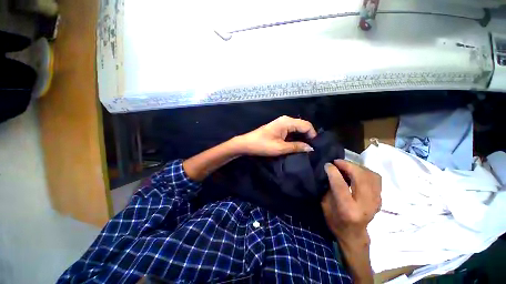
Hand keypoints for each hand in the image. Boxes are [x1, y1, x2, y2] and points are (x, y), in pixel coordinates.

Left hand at [234, 116, 316, 155]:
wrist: (246, 144)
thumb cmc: (262, 145)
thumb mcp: (280, 148)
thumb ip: (296, 147)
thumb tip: (311, 148)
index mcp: (287, 122)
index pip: (306, 125)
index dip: (313, 135)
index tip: (315, 147)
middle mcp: (286, 120)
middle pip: (302, 126)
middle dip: (308, 136)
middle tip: (311, 149)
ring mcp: (282, 123)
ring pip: (297, 129)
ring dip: (302, 138)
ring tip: (305, 148)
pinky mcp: (278, 128)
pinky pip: (291, 131)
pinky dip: (295, 137)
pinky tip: (297, 145)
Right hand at [321, 160, 380, 243]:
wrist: (353, 235)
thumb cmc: (335, 221)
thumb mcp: (325, 205)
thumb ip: (329, 187)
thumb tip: (331, 171)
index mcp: (348, 209)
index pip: (341, 185)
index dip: (333, 172)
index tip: (327, 164)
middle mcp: (365, 205)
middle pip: (360, 178)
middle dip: (347, 165)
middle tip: (337, 162)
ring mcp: (376, 202)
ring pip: (371, 176)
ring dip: (357, 167)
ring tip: (346, 166)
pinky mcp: (380, 199)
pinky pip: (375, 178)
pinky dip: (365, 171)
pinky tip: (355, 172)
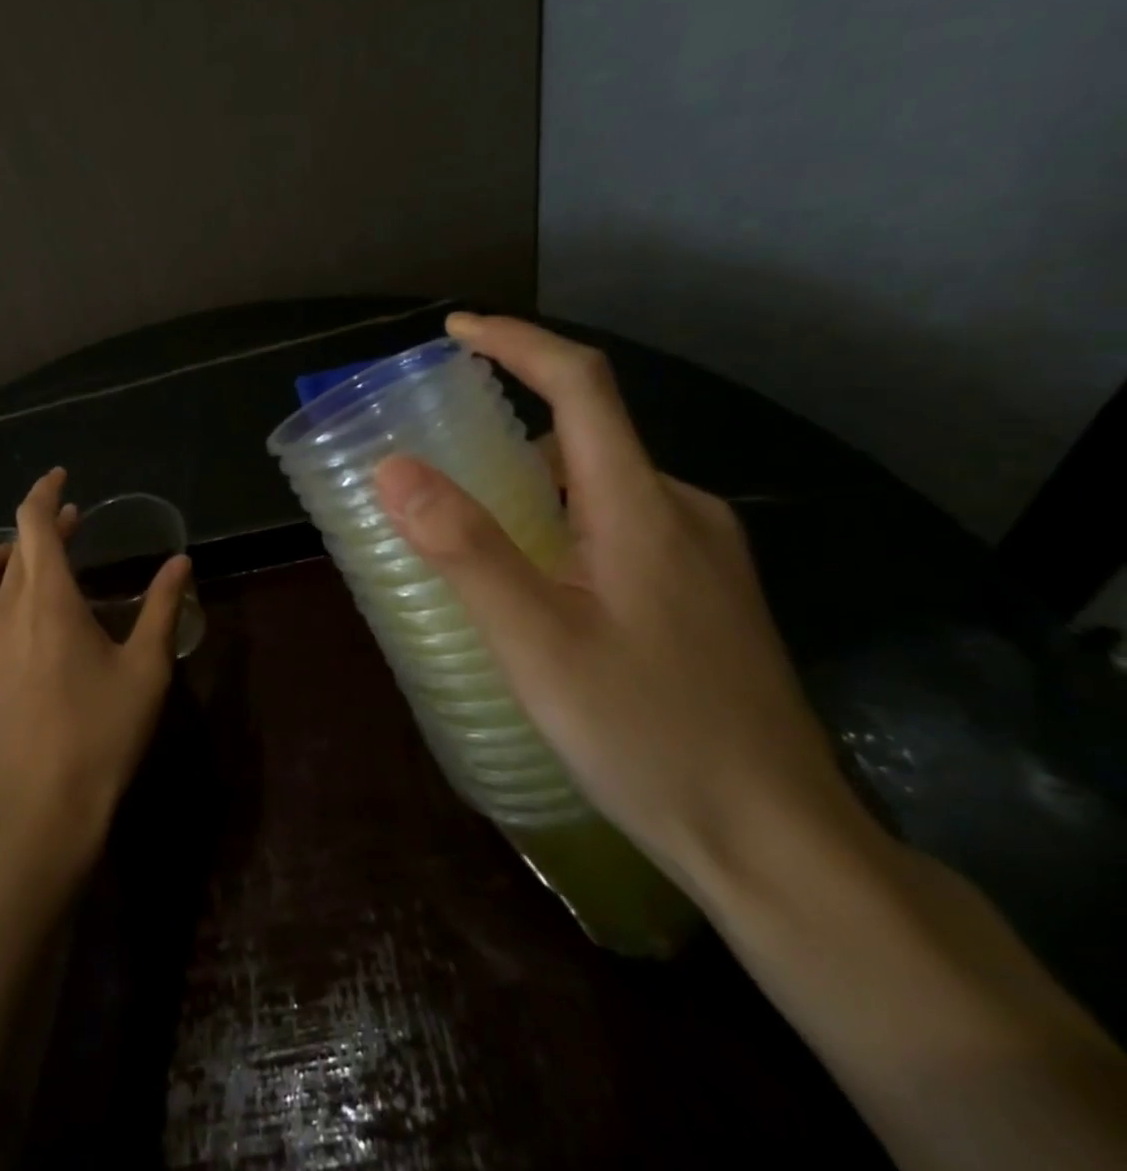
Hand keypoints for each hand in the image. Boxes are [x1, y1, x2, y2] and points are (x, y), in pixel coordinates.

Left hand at [0, 468, 192, 873]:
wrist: (46, 806)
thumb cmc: (103, 734)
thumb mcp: (146, 667)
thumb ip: (162, 606)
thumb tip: (180, 561)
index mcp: (49, 599)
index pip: (34, 523)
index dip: (44, 492)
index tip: (61, 478)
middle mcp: (3, 609)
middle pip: (11, 546)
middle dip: (40, 526)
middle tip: (71, 528)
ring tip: (23, 562)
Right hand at [373, 315, 874, 903]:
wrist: (777, 842)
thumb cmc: (646, 734)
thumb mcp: (534, 640)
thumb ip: (464, 547)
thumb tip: (393, 467)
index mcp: (642, 506)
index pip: (582, 384)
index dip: (517, 342)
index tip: (455, 329)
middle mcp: (683, 511)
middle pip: (589, 434)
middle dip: (511, 424)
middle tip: (440, 460)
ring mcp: (704, 556)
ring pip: (604, 486)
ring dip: (535, 483)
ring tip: (473, 529)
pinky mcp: (707, 595)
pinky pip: (623, 527)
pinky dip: (565, 523)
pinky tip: (538, 583)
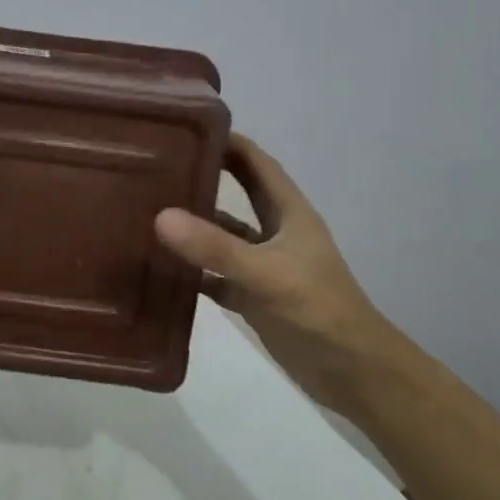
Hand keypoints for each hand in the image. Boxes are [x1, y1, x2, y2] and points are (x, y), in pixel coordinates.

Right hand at [155, 133, 392, 414]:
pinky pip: (214, 275)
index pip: (257, 164)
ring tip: (148, 211)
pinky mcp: (252, 296)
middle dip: (204, 177)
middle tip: (157, 164)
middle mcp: (275, 233)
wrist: (351, 372)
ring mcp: (263, 266)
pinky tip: (158, 268)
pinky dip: (191, 270)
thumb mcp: (267, 274)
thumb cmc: (317, 310)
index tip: (187, 127)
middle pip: (237, 194)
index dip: (229, 142)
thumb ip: (215, 248)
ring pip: (222, 236)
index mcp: (289, 213)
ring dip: (193, 225)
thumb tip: (161, 217)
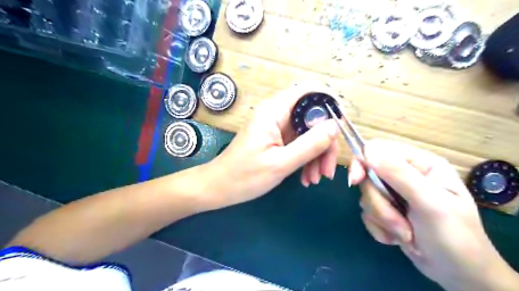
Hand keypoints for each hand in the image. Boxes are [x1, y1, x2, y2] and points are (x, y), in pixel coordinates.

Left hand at [204, 85, 343, 208]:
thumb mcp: (280, 163)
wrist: (220, 188)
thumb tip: (335, 125)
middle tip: (327, 170)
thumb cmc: (244, 176)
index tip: (341, 128)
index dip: (329, 104)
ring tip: (316, 179)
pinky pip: (300, 143)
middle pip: (312, 117)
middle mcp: (276, 114)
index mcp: (273, 111)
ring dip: (317, 155)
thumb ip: (310, 144)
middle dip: (325, 142)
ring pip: (308, 133)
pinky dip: (307, 159)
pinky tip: (307, 177)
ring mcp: (277, 127)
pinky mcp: (277, 139)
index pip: (309, 92)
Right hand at [349, 140, 518, 290]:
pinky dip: (380, 228)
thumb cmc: (455, 237)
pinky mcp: (385, 211)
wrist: (458, 275)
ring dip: (383, 219)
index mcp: (419, 164)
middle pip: (368, 177)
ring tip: (406, 234)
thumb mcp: (431, 204)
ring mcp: (393, 194)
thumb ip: (400, 175)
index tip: (355, 180)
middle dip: (380, 203)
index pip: (379, 149)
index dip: (363, 161)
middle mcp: (404, 175)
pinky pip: (367, 213)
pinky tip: (399, 238)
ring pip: (366, 197)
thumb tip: (368, 151)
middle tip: (399, 222)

========

PROMPT:
Return word for word the lines from the beginning of the entries through the line that contains "pinky dip: (295, 137)", both ends included, but no pictures.

TASK ANSWER:
Hand keypoints for each hand in the image. Boxes are [x1, y1, x2, y2] and points are (x, y), in pixel coordinates.

Left hand at [234, 116, 316, 155]:
wrist: (246, 144)
thumb cmc: (262, 145)
thumb mcp: (280, 148)
thumb ip: (296, 147)
thumb tip: (311, 148)
index mcp: (287, 122)
index pip: (306, 125)
index dip: (313, 135)
index tip: (315, 147)
middle mcp: (286, 120)
middle pip: (302, 126)
middle dip: (308, 136)
middle tip: (311, 149)
ring mcp: (282, 123)
ring pip: (297, 129)
ring dip: (302, 138)
ring tip: (305, 148)
pinky mcp: (278, 128)
pinky pip: (291, 131)
pinky dip: (295, 137)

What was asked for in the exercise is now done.